Both principal component analysis and principal factor analysis/common factor analysis can be based on the covariance matrix rather than the correlation matrix. Because this changes the assumptions/definitions about the total and common variance, only the second forms of the retention criterion ought to be used when basing one's analysis on the covariance matrix.
Best Answer
I think the intuition behind MAP can be grasped by looking at the formula of partial correlation, included in Velicer (1976) paper (equation 11), which I also write here for convenience:
$$r_{ij.y} = \frac{r_{ij}-r_{iy}r_{jy}}{((1-r_{iy}^2)(1-r_{jy}^2))^{1/2}}$$
At the numerator you have the partial covariance between each pair of variables $i$ and $j$; this number will go down as you partial out more components, since you are removing systematic variance. You divide this number to get a normalization, pretty much like you divide covariance by the product of the standard deviations in order to have a correlation coefficient that has value between -1 and +1. This denominator contains the two correlation terms between each of the two variables and the component $y$ that you are removing. These correlation terms will go up as you keep removing components, since components will contain more and more individual variability/noise. This makes the denominator as a whole to go down. So, both the numerator and the denominator go down as you remove more components, the former because partial covariance goes down since you are removing common/systematic variability, the latter because components catch more and more individual variability.

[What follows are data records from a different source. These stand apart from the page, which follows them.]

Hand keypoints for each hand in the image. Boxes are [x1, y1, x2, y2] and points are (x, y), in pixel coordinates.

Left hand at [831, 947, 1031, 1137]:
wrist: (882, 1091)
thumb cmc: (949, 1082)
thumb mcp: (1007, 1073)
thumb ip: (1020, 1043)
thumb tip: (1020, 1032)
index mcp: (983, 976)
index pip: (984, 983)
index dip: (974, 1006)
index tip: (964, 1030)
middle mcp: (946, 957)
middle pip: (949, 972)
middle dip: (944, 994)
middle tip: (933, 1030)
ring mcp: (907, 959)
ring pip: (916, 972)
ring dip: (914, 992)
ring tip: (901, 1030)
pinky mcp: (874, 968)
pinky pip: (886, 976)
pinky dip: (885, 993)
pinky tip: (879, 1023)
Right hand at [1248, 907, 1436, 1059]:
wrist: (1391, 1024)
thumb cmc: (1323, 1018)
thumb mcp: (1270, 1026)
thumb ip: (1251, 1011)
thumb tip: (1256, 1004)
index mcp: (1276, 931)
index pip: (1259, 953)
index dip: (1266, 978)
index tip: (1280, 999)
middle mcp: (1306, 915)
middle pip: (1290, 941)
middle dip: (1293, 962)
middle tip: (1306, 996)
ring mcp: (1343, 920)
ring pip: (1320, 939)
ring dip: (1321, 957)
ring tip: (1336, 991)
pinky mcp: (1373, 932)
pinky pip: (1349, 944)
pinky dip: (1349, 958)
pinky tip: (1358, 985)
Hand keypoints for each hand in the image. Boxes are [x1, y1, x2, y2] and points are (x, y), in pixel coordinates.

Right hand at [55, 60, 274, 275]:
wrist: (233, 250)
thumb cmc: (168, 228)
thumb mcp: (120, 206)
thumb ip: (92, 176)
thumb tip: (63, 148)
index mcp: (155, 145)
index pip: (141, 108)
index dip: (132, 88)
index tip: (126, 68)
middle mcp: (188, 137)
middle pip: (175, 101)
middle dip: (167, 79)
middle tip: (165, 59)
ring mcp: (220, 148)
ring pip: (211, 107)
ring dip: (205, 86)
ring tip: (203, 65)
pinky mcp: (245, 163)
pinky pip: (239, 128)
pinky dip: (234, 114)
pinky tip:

Now, it comes a point at which the denominator starts decreasing faster than the numerator, because you are removing more individual variability than systematic variability in the data. This makes the partial correlation go up. The MAP criterion computes the average of the partial correlations, and tells you to stop when the average partial correlation stops going down and starts going up, i.e. when you are starting the remove more individual variability than common variability in the data.